# Task statement
Could you restate every entry word for word, minus the pictures?

# Supplied records
━━━

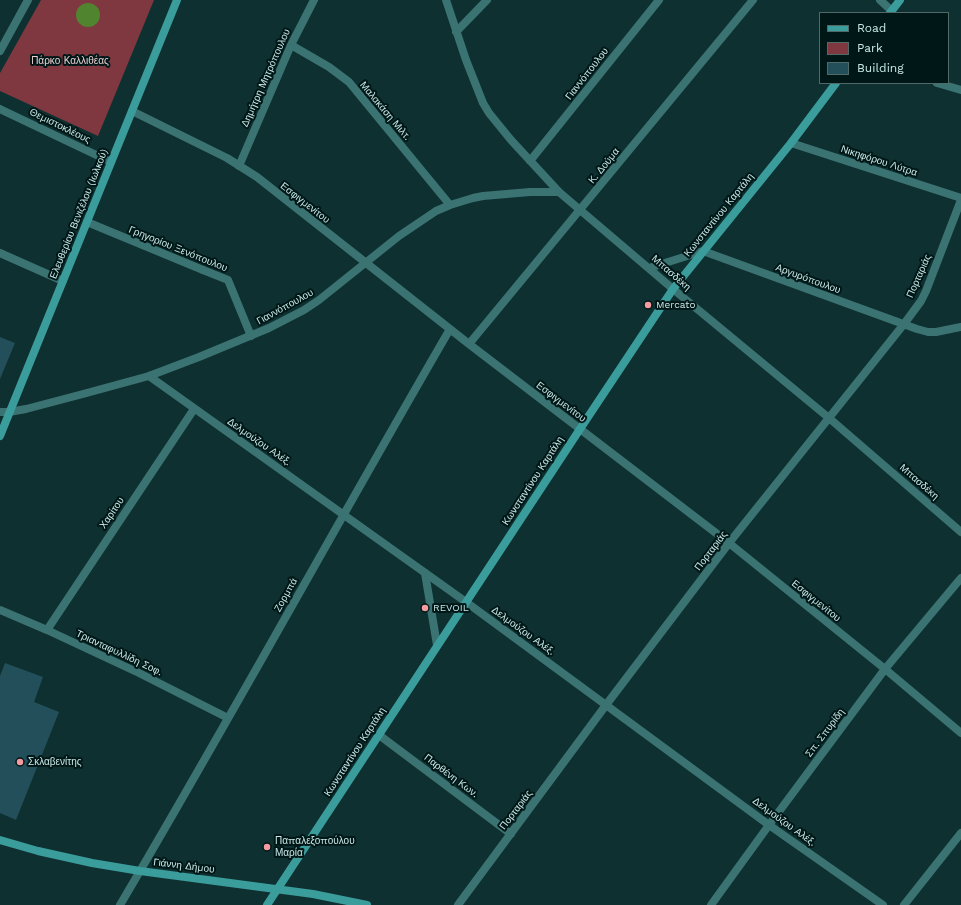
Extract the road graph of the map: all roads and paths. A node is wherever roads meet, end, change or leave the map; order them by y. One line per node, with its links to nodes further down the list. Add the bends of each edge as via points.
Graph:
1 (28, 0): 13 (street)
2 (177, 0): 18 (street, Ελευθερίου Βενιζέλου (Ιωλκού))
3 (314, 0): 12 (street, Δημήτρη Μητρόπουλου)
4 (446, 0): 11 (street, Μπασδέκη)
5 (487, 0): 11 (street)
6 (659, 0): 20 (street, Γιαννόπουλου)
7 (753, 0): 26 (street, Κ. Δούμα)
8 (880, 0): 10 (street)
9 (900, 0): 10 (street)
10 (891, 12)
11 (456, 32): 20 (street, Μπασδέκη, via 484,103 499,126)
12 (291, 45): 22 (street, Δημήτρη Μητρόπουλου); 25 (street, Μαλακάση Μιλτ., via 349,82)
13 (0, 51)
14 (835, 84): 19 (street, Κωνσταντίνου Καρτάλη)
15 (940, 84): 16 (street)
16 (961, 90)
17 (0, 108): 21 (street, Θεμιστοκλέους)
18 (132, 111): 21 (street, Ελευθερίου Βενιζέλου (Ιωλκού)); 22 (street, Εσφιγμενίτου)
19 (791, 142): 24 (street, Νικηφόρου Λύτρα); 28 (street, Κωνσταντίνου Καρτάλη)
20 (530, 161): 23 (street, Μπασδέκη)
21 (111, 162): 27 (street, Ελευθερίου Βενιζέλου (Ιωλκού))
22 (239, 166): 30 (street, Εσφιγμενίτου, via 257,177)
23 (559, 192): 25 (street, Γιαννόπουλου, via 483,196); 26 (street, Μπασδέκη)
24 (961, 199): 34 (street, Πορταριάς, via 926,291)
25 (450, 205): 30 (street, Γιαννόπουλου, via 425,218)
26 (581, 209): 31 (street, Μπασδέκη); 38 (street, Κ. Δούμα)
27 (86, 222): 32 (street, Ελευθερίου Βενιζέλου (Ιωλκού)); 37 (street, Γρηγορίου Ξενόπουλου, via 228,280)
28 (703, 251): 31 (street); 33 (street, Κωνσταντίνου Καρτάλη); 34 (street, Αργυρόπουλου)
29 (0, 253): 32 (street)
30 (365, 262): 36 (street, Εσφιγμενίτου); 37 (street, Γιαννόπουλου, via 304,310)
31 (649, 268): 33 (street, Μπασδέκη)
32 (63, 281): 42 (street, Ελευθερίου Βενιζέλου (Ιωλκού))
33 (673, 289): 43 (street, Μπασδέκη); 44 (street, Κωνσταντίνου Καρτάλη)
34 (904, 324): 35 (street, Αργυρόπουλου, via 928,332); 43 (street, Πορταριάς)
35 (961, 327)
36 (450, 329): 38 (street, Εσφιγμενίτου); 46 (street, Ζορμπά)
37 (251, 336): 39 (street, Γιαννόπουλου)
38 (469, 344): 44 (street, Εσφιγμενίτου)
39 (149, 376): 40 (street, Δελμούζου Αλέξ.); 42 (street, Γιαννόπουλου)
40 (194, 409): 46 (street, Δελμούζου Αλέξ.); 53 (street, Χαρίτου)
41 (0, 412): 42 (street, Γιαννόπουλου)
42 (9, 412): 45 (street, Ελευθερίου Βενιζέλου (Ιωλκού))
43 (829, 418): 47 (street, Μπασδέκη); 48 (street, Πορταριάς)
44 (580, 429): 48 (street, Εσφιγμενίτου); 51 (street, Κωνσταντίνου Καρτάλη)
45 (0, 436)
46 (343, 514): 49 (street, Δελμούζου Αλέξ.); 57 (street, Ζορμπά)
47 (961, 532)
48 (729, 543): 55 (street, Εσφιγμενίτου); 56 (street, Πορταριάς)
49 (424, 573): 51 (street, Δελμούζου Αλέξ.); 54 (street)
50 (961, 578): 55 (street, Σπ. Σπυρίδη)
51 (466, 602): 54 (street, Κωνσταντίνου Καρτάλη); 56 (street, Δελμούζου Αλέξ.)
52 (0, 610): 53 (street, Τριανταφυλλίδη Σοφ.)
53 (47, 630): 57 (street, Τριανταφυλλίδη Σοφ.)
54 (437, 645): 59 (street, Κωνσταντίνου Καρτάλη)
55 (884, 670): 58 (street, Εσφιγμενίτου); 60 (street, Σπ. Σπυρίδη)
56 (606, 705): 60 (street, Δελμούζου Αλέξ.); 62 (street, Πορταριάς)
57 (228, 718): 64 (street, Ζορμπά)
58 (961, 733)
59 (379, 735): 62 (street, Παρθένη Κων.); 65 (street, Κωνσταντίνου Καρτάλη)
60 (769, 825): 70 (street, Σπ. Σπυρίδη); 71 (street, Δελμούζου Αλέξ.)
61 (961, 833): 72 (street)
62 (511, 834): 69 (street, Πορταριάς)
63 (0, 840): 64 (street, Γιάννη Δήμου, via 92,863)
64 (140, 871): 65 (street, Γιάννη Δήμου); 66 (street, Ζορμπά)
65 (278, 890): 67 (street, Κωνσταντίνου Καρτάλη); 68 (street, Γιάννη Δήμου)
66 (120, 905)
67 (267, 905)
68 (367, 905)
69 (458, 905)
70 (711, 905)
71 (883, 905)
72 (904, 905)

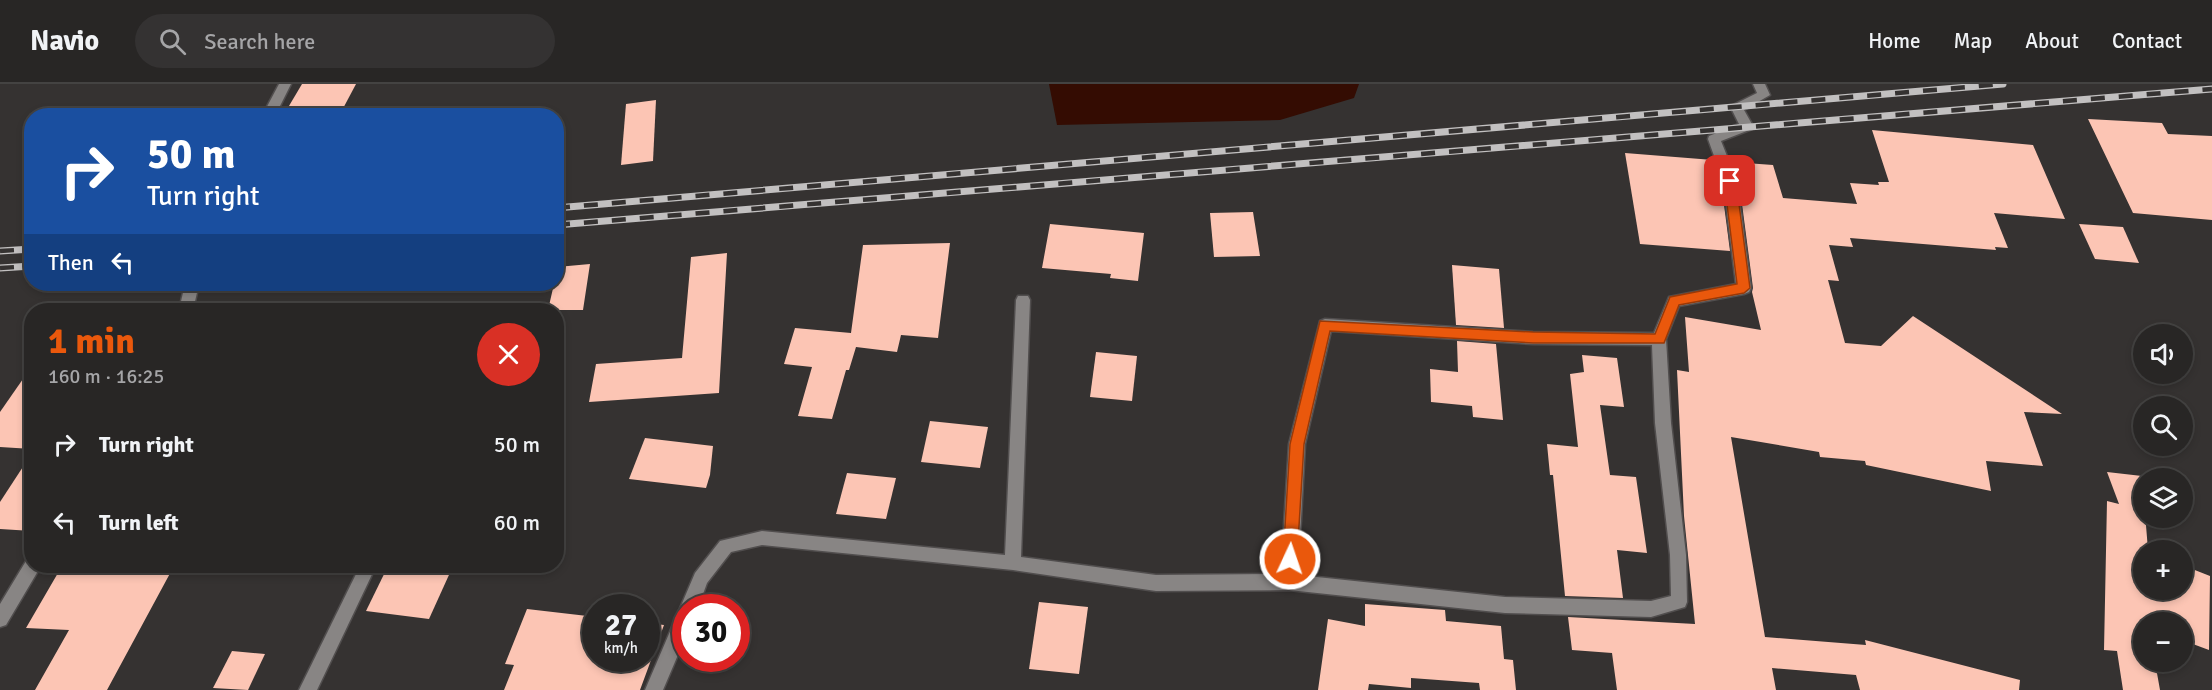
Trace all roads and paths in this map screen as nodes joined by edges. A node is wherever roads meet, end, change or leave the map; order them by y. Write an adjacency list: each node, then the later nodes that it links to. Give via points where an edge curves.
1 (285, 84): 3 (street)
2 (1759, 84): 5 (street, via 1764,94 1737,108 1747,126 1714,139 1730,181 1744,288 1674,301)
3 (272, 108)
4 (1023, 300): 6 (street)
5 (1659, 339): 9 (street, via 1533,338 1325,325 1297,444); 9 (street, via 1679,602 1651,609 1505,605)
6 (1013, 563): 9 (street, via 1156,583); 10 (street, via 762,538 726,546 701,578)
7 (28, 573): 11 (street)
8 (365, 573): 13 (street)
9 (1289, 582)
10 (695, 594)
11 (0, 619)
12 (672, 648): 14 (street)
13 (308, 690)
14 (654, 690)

━━━

# Written response
Extract the road graph of the map: all roads and paths. A node is wherever roads meet, end, change or leave the map; order them by y. One line per node, with its links to nodes further down the list. Add the bends of each edge as via points.
Graph:
1 (28, 0): 13 (street)
2 (177, 0): 18 (street, Ελευθερίου Βενιζέλου (Ιωλκού))
3 (314, 0): 12 (street, Δημήτρη Μητρόπουλου)
4 (446, 0): 11 (street, Μπασδέκη)
5 (487, 0): 11 (street)
6 (659, 0): 20 (street, Γιαννόπουλου)
7 (753, 0): 26 (street, Κ. Δούμα)
8 (880, 0): 10 (street)
9 (900, 0): 10 (street)
10 (891, 12)
11 (456, 32): 20 (street, Μπασδέκη, via 484,103 499,126)
12 (291, 45): 22 (street, Δημήτρη Μητρόπουλου); 25 (street, Μαλακάση Μιλτ., via 349,82)
13 (0, 51)
14 (835, 84): 19 (street, Κωνσταντίνου Καρτάλη)
15 (940, 84): 16 (street)
16 (961, 90)
17 (0, 108): 21 (street, Θεμιστοκλέους)
18 (132, 111): 21 (street, Ελευθερίου Βενιζέλου (Ιωλκού)); 22 (street, Εσφιγμενίτου)
19 (791, 142): 24 (street, Νικηφόρου Λύτρα); 28 (street, Κωνσταντίνου Καρτάλη)
20 (530, 161): 23 (street, Μπασδέκη)
21 (111, 162): 27 (street, Ελευθερίου Βενιζέλου (Ιωλκού))
22 (239, 166): 30 (street, Εσφιγμενίτου, via 257,177)
23 (559, 192): 25 (street, Γιαννόπουλου, via 483,196); 26 (street, Μπασδέκη)
24 (961, 199): 34 (street, Πορταριάς, via 926,291)
25 (450, 205): 30 (street, Γιαννόπουλου, via 425,218)
26 (581, 209): 31 (street, Μπασδέκη); 38 (street, Κ. Δούμα)
27 (86, 222): 32 (street, Ελευθερίου Βενιζέλου (Ιωλκού)); 37 (street, Γρηγορίου Ξενόπουλου, via 228,280)
28 (703, 251): 31 (street); 33 (street, Κωνσταντίνου Καρτάλη); 34 (street, Αργυρόπουλου)
29 (0, 253): 32 (street)
30 (365, 262): 36 (street, Εσφιγμενίτου); 37 (street, Γιαννόπουλου, via 304,310)
31 (649, 268): 33 (street, Μπασδέκη)
32 (63, 281): 42 (street, Ελευθερίου Βενιζέλου (Ιωλκού))
33 (673, 289): 43 (street, Μπασδέκη); 44 (street, Κωνσταντίνου Καρτάλη)
34 (904, 324): 35 (street, Αργυρόπουλου, via 928,332); 43 (street, Πορταριάς)
35 (961, 327)
36 (450, 329): 38 (street, Εσφιγμενίτου); 46 (street, Ζορμπά)
37 (251, 336): 39 (street, Γιαννόπουλου)
38 (469, 344): 44 (street, Εσφιγμενίτου)
39 (149, 376): 40 (street, Δελμούζου Αλέξ.); 42 (street, Γιαννόπουλου)
40 (194, 409): 46 (street, Δελμούζου Αλέξ.); 53 (street, Χαρίτου)
41 (0, 412): 42 (street, Γιαννόπουλου)
42 (9, 412): 45 (street, Ελευθερίου Βενιζέλου (Ιωλκού))
43 (829, 418): 47 (street, Μπασδέκη); 48 (street, Πορταριάς)
44 (580, 429): 48 (street, Εσφιγμενίτου); 51 (street, Κωνσταντίνου Καρτάλη)
45 (0, 436)
46 (343, 514): 49 (street, Δελμούζου Αλέξ.); 57 (street, Ζορμπά)
47 (961, 532)
48 (729, 543): 55 (street, Εσφιγμενίτου); 56 (street, Πορταριάς)
49 (424, 573): 51 (street, Δελμούζου Αλέξ.); 54 (street)
50 (961, 578): 55 (street, Σπ. Σπυρίδη)
51 (466, 602): 54 (street, Κωνσταντίνου Καρτάλη); 56 (street, Δελμούζου Αλέξ.)
52 (0, 610): 53 (street, Τριανταφυλλίδη Σοφ.)
53 (47, 630): 57 (street, Τριανταφυλλίδη Σοφ.)
54 (437, 645): 59 (street, Κωνσταντίνου Καρτάλη)
55 (884, 670): 58 (street, Εσφιγμενίτου); 60 (street, Σπ. Σπυρίδη)
56 (606, 705): 60 (street, Δελμούζου Αλέξ.); 62 (street, Πορταριάς)
57 (228, 718): 64 (street, Ζορμπά)
58 (961, 733)
59 (379, 735): 62 (street, Παρθένη Κων.); 65 (street, Κωνσταντίνου Καρτάλη)
60 (769, 825): 70 (street, Σπ. Σπυρίδη); 71 (street, Δελμούζου Αλέξ.)
61 (961, 833): 72 (street)
62 (511, 834): 69 (street, Πορταριάς)
63 (0, 840): 64 (street, Γιάννη Δήμου, via 92,863)
64 (140, 871): 65 (street, Γιάννη Δήμου); 66 (street, Ζορμπά)
65 (278, 890): 67 (street, Κωνσταντίνου Καρτάλη); 68 (street, Γιάννη Δήμου)
66 (120, 905)
67 (267, 905)
68 (367, 905)
69 (458, 905)
70 (711, 905)
71 (883, 905)
72 (904, 905)

Trace all roads and paths in this map screen as nodes joined by edges. A node is wherever roads meet, end, change or leave the map; order them by y. Write an adjacency list: each node, then the later nodes that it links to. Give via points where an edge curves.
1 (285, 84): 3 (street)
2 (1759, 84): 5 (street, via 1764,94 1737,108 1747,126 1714,139 1730,181 1744,288 1674,301)
3 (272, 108)
4 (1023, 300): 6 (street)
5 (1659, 339): 9 (street, via 1533,338 1325,325 1297,444); 9 (street, via 1679,602 1651,609 1505,605)
6 (1013, 563): 9 (street, via 1156,583); 10 (street, via 762,538 726,546 701,578)
7 (28, 573): 11 (street)
8 (365, 573): 13 (street)
9 (1289, 582)
10 (695, 594)
11 (0, 619)
12 (672, 648): 14 (street)
13 (308, 690)
14 (654, 690)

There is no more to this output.